VISMAC

Treating Visual hallucinations in people with Macular Degeneration: a non-invasive stimulation study


Funders: Macular Society, Fight for Sight, Thomas Pocklington Trust

Collaborators: Dr John-Paul Taylor, Dr Dominic ffytche, Katrina da Silva Morgan, Dr Greg Elder, Dr Daniel Collerton


Aims/Objectives: 1) To investigate whether visual hallucinations in Charles Bonnet Syndrome are the consequence of over-activity in visual parts of the brain. 2) To examine whether repeated transcranial direct current stimulation (tDCS) can be used to decrease over-activity in the brain and subsequently treat visual hallucinations in Charles Bonnet Syndrome.


Charles Bonnet Syndrome (CBS) occurs in patients who experience recurrent visual hallucinations in the presence of a visual impairment, such as macular degeneration, and in the absence of psychiatric illness. It is estimated that up to one-third of people experiencing CBS find the hallucinations to be distressing or disruptive to everyday life. Currently, there are no effective treatments for CBS meaning that there is a distinct need to develop new and effective therapeutic interventions. 

Previous research has suggested that visual hallucinations in eye disease are the result of increased activity in the visual parts of the brain. As the brain is deprived of sensory information from the eyes, due to visual impairment, this causes spontaneous activity to occur in the visual system resulting in hallucinations. Transcranial direct current stimulation (tDCS) is a non-invasive (i.e. applied from outside of the brain) technique which can be used to alter the activity of parts of the brain using a weak electrical current applied through electrodes on the scalp.  

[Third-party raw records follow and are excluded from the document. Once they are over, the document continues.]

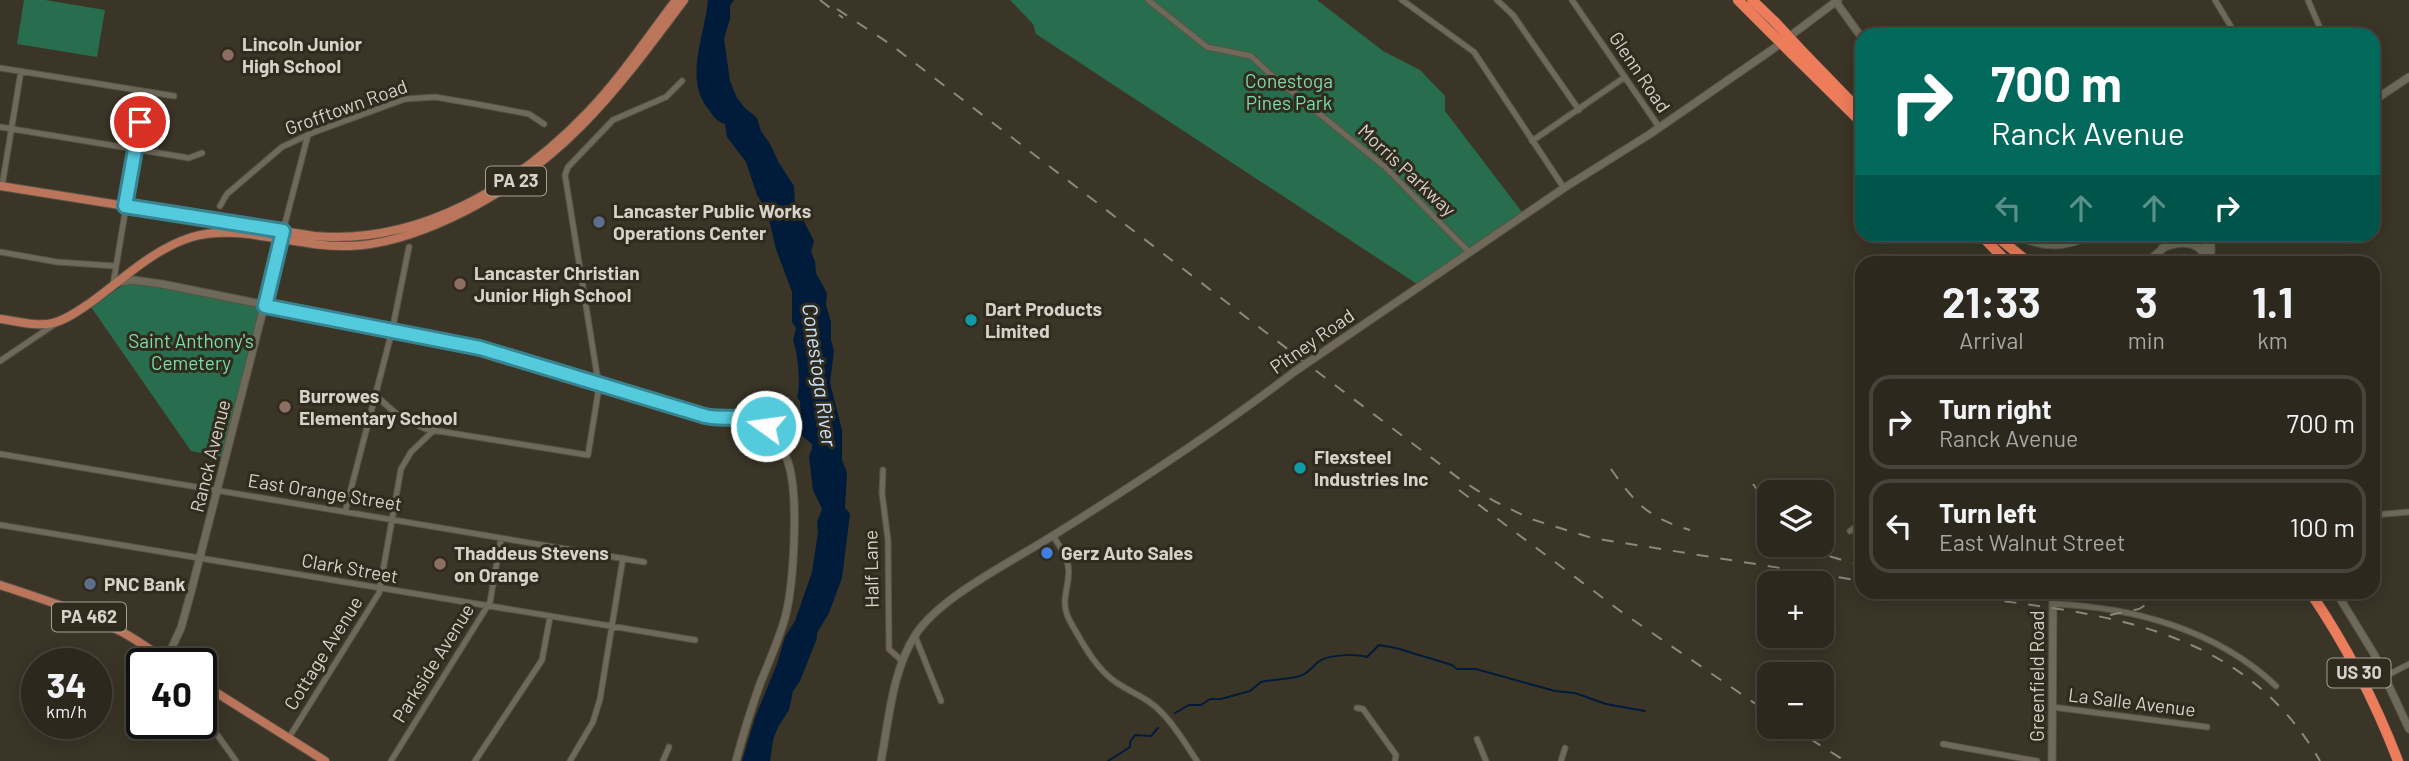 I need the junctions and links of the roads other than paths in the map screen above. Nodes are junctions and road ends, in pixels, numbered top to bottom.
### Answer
1 (676, 0) edge
2 (684, 0) edge
3 (1149, 0) edge
4 (1402, 0) edge
5 (1497, 0) edge
6 (1572, 0) edge
7 (1738, 0) edge
8 (1752, 0) edge
9 (2215, 0) edge
10 (2308, 0) edge
11 (1836, 1) edge
12 (1772, 27) junction
13 (1855, 28) edge
14 (2232, 28) edge
15 (2320, 28) edge
16 (1796, 51) junction
17 (0, 68) edge
18 (21, 72) junction
19 (1625, 77) junction
20 (2409, 77) edge
21 (682, 81) dead end
22 (145, 92) junction
23 (174, 96) dead end
24 (2380, 96) edge
25 (1855, 104) edge
26 (1579, 110) junction
27 (1855, 115) edge
28 (544, 124) dead end
29 (0, 127) edge
30 (1659, 127) junction
31 (11, 129) junction
32 (307, 135) junction
33 (1532, 141) junction
34 (135, 150) junction
35 (202, 153) dead end
36 (1, 186) edge
37 (1564, 188) junction
38 (0, 196) edge
39 (125, 206) junction
40 (220, 206) dead end
41 (282, 236) junction
42 (1980, 242) edge
43 (1988, 242) edge
44 (2004, 242) edge
45 (2034, 242) edge
46 (2077, 242) edge
47 (2170, 242) edge
48 (409, 247) dead end
49 (2162, 248) junction
50 (0, 252) edge
51 (1469, 253) junction
52 (1993, 256) edge
53 (2001, 256) edge
54 (2021, 256) edge
55 (2153, 256) edge
56 (2206, 256) edge
57 (115, 266) junction
58 (119, 282) junction
59 (111, 288) junction
60 (265, 306) junction
61 (0, 319) edge
62 (60, 321) junction
63 (392, 331) junction
64 (0, 361) edge
65 (599, 384) junction
66 (375, 395) junction
67 (434, 430) junction
68 (0, 454) edge
69 (883, 470) dead end
70 (218, 490) junction
71 (345, 512) junction
72 (2409, 512) edge
73 (2380, 514) edge
74 (391, 520) junction
75 (0, 525) edge
76 (1855, 528) edge
77 (1850, 531) dead end
78 (1053, 536) junction
79 (501, 538) junction
80 (200, 558) junction
81 (623, 558) junction
82 (644, 562) dead end
83 (0, 585) edge
84 (380, 589) junction
85 (2053, 599) edge
86 (2315, 599) edge
87 (2321, 599) edge
88 (2340, 599) edge
89 (2053, 604) junction
90 (487, 607) junction
91 (550, 617) junction
92 (612, 627) junction
93 (914, 636) junction
94 (695, 640) dead end
95 (147, 648) edge
96 (173, 648) edge
97 (902, 661) junction
98 (2409, 664) edge
99 (2386, 676) junction
100 (2276, 686) dead end
101 (217, 693) edge
102 (941, 701) dead end
103 (1357, 708) dead end
104 (2052, 708) junction
105 (2207, 727) dead end
106 (2409, 729) edge
107 (217, 734) edge
108 (288, 739) junction
109 (1476, 739) dead end
110 (1943, 744) dead end
111 (668, 747) dead end
112 (1565, 748) dead end
113 (236, 761) edge
114 (325, 761) edge
115 (391, 761) edge
116 (475, 761) edge
117 (570, 761) edge
118 (663, 761) edge
119 (736, 761) edge
120 (881, 761) edge
121 (1198, 761) edge
122 (1395, 761) edge
123 (1486, 761) edge
124 (1561, 761) edge
125 (2037, 761) edge
126 (2052, 761) edge
127 (2398, 761) edge
128 (2404, 761) edge

1 - 41 main road, PA 23
2 - 41 main road, PA 23
3 - 51 street, Morris Parkway
4 - 33 street
5 - 26 street
6 - 19 street, Glenn Road
7 - 12 highway
8 - 12 highway
9 - 14 street
10 - 15 street
11 - 13 main road
11 - 30 main road, Pitney Road
12 - 16 highway, bridge
16 - 25 highway
16 - 27 highway
17 - 18 street
18 - 22 street
18 - 31 street
19 - 26 street
19 - 30 street, Glenn Road
20 - 24 main road
21 - 65 street
22 - 23 street
22 - 34 street
26 - 33 street
28 - 32 street, Grofftown Road
29 - 31 street
30 - 37 main road, Pitney Road
31 - 34 street
31 - 36 street
32 - 40 street, Grofftown Road
32 - 41 street, Ranck Avenue
33 - 37 street
34 - 35 street
34 - 39 street
36 - 38 main road
36 - 39 main road, PA 23
37 - 51 main road, Pitney Road
39 - 41 main road, PA 23
39 - 57 street
41 - 58 main road, PA 23
41 - 60 main road, Ranck Avenue
42 - 52 highway
43 - 53 highway
44 - 54 highway
45 - 46 main road
47 - 49 main road
48 - 63 street
49 - 55 main road
49 - 56 main road
50 - 57 street
51 - 78 main road, Pitney Road, bridge
57 - 59 street
58 - 59 main road, PA 23
58 - 60 main road
59 - 62 main road, PA 23
60 - 63 main road
60 - 70 main road, Ranck Avenue
61 - 62 main road
62 - 64 street
63 - 65 main road
63 - 66 street
65 - 67 street
65 - 119 main road
66 - 67 street
66 - 71 street
67 - 74 street, Cottage Avenue
68 - 70 street, East Orange Street
69 - 97 street, Half Lane
70 - 71 street, East Orange Street
70 - 80 main road, Ranck Avenue
71 - 74 street, East Orange Street
72 - 73 street
74 - 79 street, East Orange Street
74 - 84 street, Cottage Avenue
75 - 80 street, Clark Street
76 - 77 street
78 - 93 main road, Pitney Road
78 - 121 street
79 - 81 street, East Orange Street
79 - 90 street, Parkside Avenue
80 - 84 street, Clark Street
80 - 96 main road, Ranck Avenue
81 - 82 street, East Orange Street
81 - 92 street
83 - 95 main road, PA 462
84 - 90 street, Clark Street
84 - 108 street, Cottage Avenue
85 - 89 main road, Greenfield Road
86 - 127 highway, US 30
87 - 128 highway, US 30
88 - 99 main road
89 - 100 street
89 - 104 main road, Greenfield Road
90 - 91 street, Clark Street
90 - 115 street, Parkside Avenue
91 - 92 street, Clark Street
91 - 116 street
92 - 94 street, Clark Street
92 - 117 street
93 - 97 main road, Pitney Road
93 - 102 street
97 - 120 main road, Pitney Road
98 - 99 street
99 - 106 main road
101 - 108 main road
103 - 122 street
104 - 105 street, La Salle Avenue
104 - 126 main road, Greenfield Road
107 - 113 street
108 - 114 main road
109 - 123 street
110 - 125 street
111 - 118 street
112 - 124 street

In this study we are recruiting people with eye disease who experience frequently reoccurring visual hallucinations to a double blind placebo controlled crossover trial of tDCS. The crossover means that participants will each receive a course of active tDCS or placebo tDCS over several days, returning after a four week period to receive the opposite treatment. In addition, all participants will undergo assessments of their visual function, visual hallucination severity, and measures of their cortical excitability (brain over-activity) using brain imaging techniques, electroencephalography (EEG) and non-invasive transcranial magnetic stimulation (TMS). We are also recruiting people with eye disease who have never experienced visual hallucinations to complete the same measures of cortical excitability in order to observe differences between people with and without Charles Bonnet Syndrome.